--- Data for processing Enclosed Below ---

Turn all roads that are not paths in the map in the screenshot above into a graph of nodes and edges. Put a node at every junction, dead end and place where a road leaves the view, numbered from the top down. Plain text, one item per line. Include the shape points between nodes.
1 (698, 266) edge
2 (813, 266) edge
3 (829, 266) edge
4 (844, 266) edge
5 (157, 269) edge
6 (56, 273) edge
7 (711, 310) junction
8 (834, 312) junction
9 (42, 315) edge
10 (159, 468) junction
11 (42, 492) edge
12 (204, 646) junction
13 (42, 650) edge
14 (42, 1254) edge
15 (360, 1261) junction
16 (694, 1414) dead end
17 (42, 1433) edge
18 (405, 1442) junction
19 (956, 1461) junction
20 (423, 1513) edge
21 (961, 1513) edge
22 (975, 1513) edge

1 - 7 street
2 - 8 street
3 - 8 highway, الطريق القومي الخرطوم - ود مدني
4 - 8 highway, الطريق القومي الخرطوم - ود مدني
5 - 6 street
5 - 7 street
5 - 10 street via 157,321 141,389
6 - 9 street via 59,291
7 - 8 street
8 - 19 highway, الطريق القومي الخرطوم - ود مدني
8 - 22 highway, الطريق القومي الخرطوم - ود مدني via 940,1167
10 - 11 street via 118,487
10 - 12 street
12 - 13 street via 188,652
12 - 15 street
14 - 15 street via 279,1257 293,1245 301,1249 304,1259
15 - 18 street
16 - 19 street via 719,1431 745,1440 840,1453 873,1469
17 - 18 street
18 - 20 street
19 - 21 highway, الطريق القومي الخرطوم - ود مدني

--- End of Enclosed Data for processing ---

» Required action
Please print the records above exactly, leaving nothing out.

» Exercise response
Turn all roads that are not paths in the map in the screenshot above into a graph of nodes and edges. Put a node at every junction, dead end and place where a road leaves the view, numbered from the top down. Plain text, one item per line. Include the shape points between nodes.
1 (698, 266) edge
2 (813, 266) edge
3 (829, 266) edge
4 (844, 266) edge
5 (157, 269) edge
6 (56, 273) edge
7 (711, 310) junction
8 (834, 312) junction
9 (42, 315) edge
10 (159, 468) junction
11 (42, 492) edge
12 (204, 646) junction
13 (42, 650) edge
14 (42, 1254) edge
15 (360, 1261) junction
16 (694, 1414) dead end
17 (42, 1433) edge
18 (405, 1442) junction
19 (956, 1461) junction
20 (423, 1513) edge
21 (961, 1513) edge
22 (975, 1513) edge

1 - 7 street
2 - 8 street
3 - 8 highway, الطريق القومي الخرطوم - ود مدني
4 - 8 highway, الطريق القومي الخرطوم - ود مدني
5 - 6 street
5 - 7 street
5 - 10 street via 157,321 141,389
6 - 9 street via 59,291
7 - 8 street
8 - 19 highway, الطريق القومي الخرطوم - ود مدني
8 - 22 highway, الطريق القومي الخرطوم - ود مدني via 940,1167
10 - 11 street via 118,487
10 - 12 street
12 - 13 street via 188,652
12 - 15 street
14 - 15 street via 279,1257 293,1245 301,1249 304,1259
15 - 18 street
16 - 19 street via 719,1431 745,1440 840,1453 873,1469
17 - 18 street
18 - 20 street
19 - 21 highway, الطريق القومي الخرطوم - ود مدني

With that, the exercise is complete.